I have to confess that it has been a decade or so since I read The Picture of Dorian Gray, and that was while unwisely swallowing all of Wilde’s works at once, minus what poems I didn’t read as an antidote to the density and blame-shifting that permeates De Profundis. So while I went on to write a dissertation on his self-presentation and consider myself a great admirer of his works, I found that I didn’t recall every detail of Wilde’s only published novel.
Pleasing, then, that in many ways this adaptation was much more faithful than I had predicted, in the structure and plot if not tone or characterisation. There were major changes, of course, but I had expected an adaptation with very little in common with its source. This relative loyalty did not, however, stop this from being a very poor film, neither so ridiculous that it was hilarious to watch, nor good enough to be enjoyed in its own right.
The Picture of Dorian Gray has never been an easy work to adapt. As a novel, it has never been very good. Essentially, three aspects of Wilde (identified by him as his young and pretty would-be self (Dorian), the way the world saw him (Wotton) and the way he really saw himself (Basil)) stand in a room and in that mannered Wildean way, exchange quips from different moral standpoints. Over this pseudo-naturalistic framework is laid a rather contrived gothic supernatural scenario that, along with the homicidal drama that follows from it, never sits well with the rest. Wilde never managed to mesh the high melodrama of Salomé with the bright wittiness of his other plays, and Dorian Gray was the uneasy result. The high drama never has the build-up or fall-out it requires.
The trailer of this new version made it clear that the gothic elements would be highlighted, Wilde reimagined for the Twilight generation. Not such a bad idea, I thought – if done well. Unfortunately, that meant either caution had to be thrown to the wind and the cleverness of the original ejected, leaving an exuberant mess, or it had to be far subtler than the trailer suggested, with such fresh and snappy one-liners as ‘If I told you, I’d have to kill you.’
Well, there is certainly no subtlety here. Cliché abounds in painful amounts. Want to make a character more sympathetic? Chuck in some child abuse flashbacks! Despite establishing them as being bred for Victorian society and conversation, you want to show them as naïve? Well, put their bow ties on in such an exaggeratedly lopsided way that it looks like mirrors haven’t been invented! Homoerotic tension? Screw that – nothing says debauchery like actual gay kisses. And you know what? Nothing makes a serious film like high-speed trains that can appear out of nowhere, apparently making no noise in the tunnels, and chances to say last words to mangled bodies!

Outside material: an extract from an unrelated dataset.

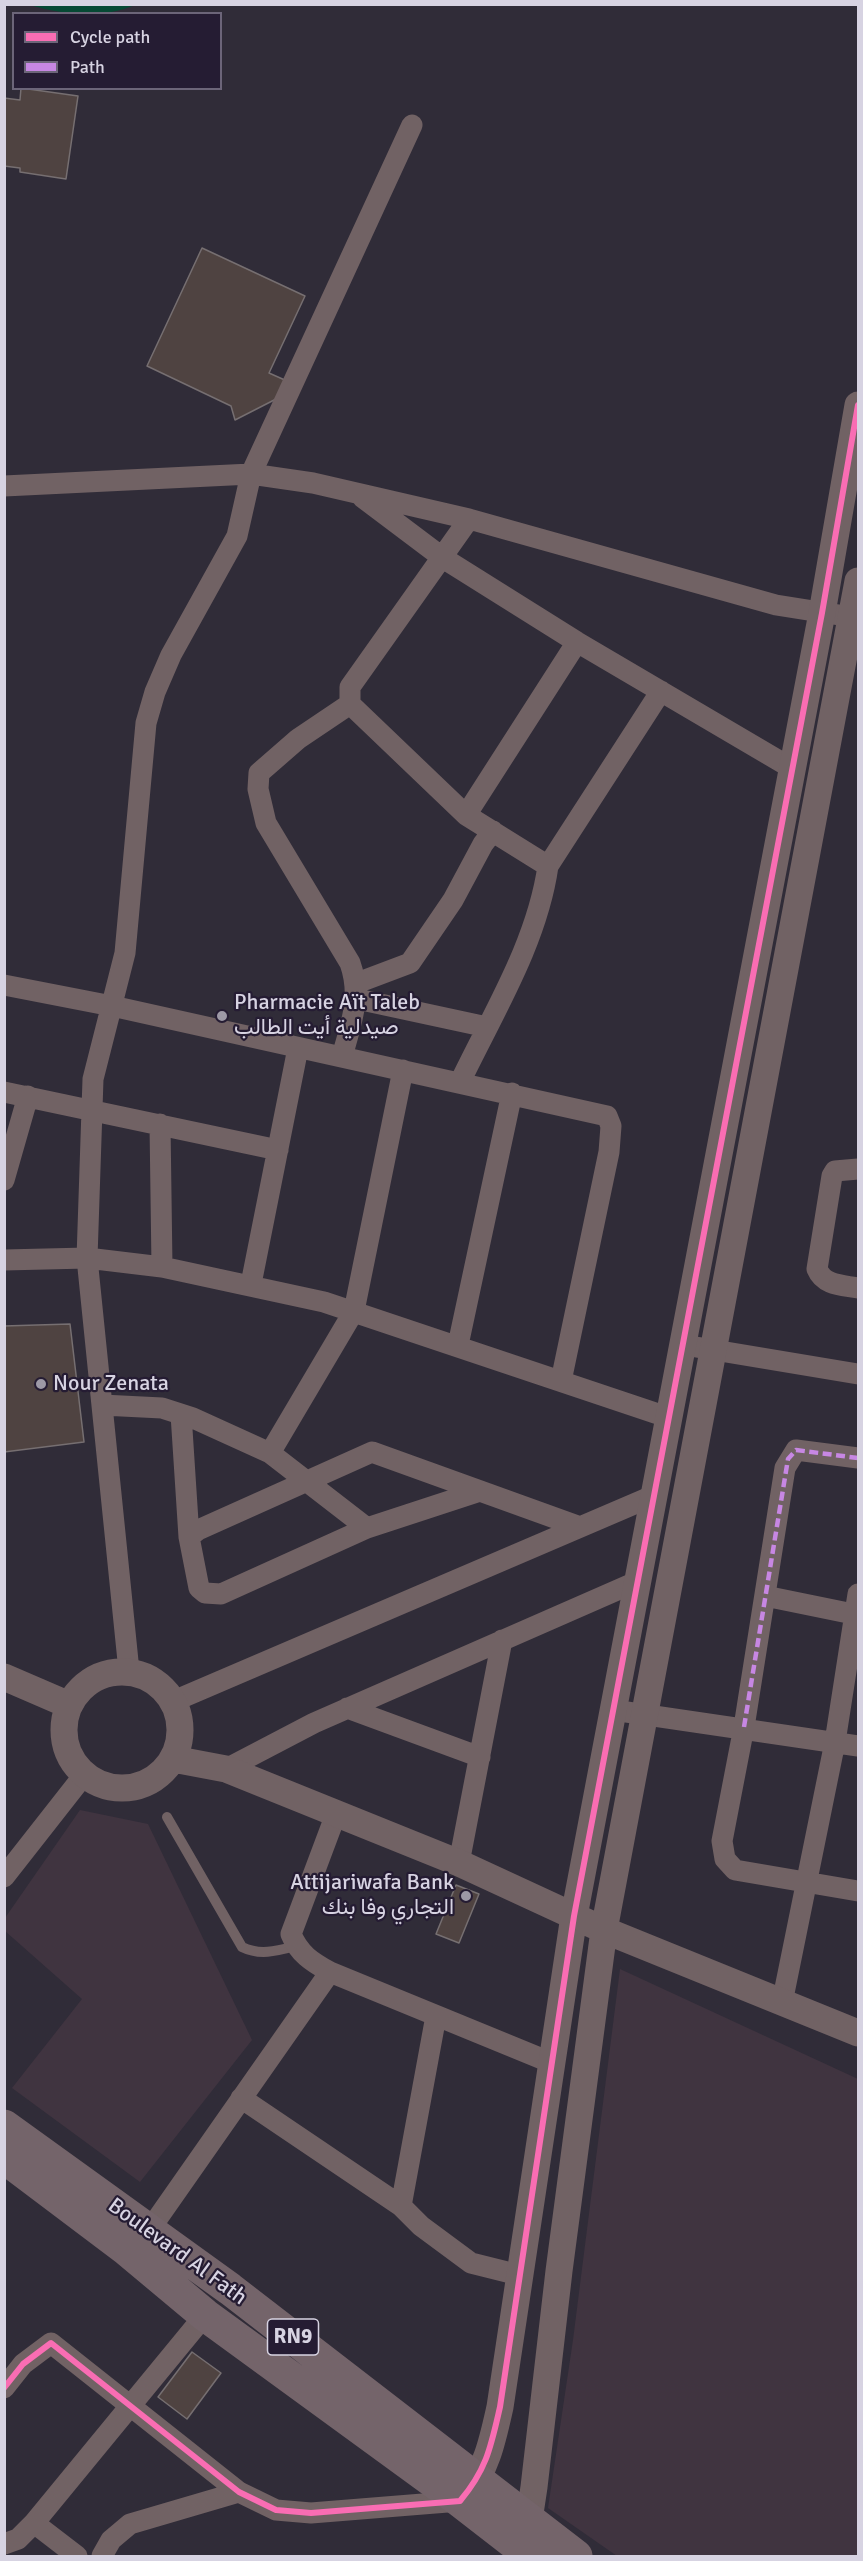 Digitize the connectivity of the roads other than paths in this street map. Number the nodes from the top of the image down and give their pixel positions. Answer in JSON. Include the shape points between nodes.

But while these would be gleefully funny in a bad film, obviously working with some very intelligent source material is going to elevate things just a little. Colin Firth’s performance as Henry Wotton, while his character is simplified somewhat, is excellent, reflecting the character’s ingeniously manipulative but cowardly mind, and the kid from Prince Caspian made a good Dorian, attractive and believable both as ingénue and as a monster in an ill-fitting body. Solid acting in supporting roles, impressive aging makeup, beautiful mise-en-scène and some of Wilde’s best witticisms brought the film up just enough for the hopeless parts to disappoint rather than amuse.
Films about the Victorian era after all thrive on subtlety and the importance of appearance. That’s the central point of the novel. To drown a mannered drama in simplified comic book depictions of opium dens, hedonistic parties and brothels destroys all charm and elegance, and saturated in 2009’s trends, this adaptation will date very, very quickly.
Credit where it is due, though – in one respect the film improved on its source drastically. Arguing about having a child, rather than that patronising conceit about an actress losing all her talent because she is in love? Much better.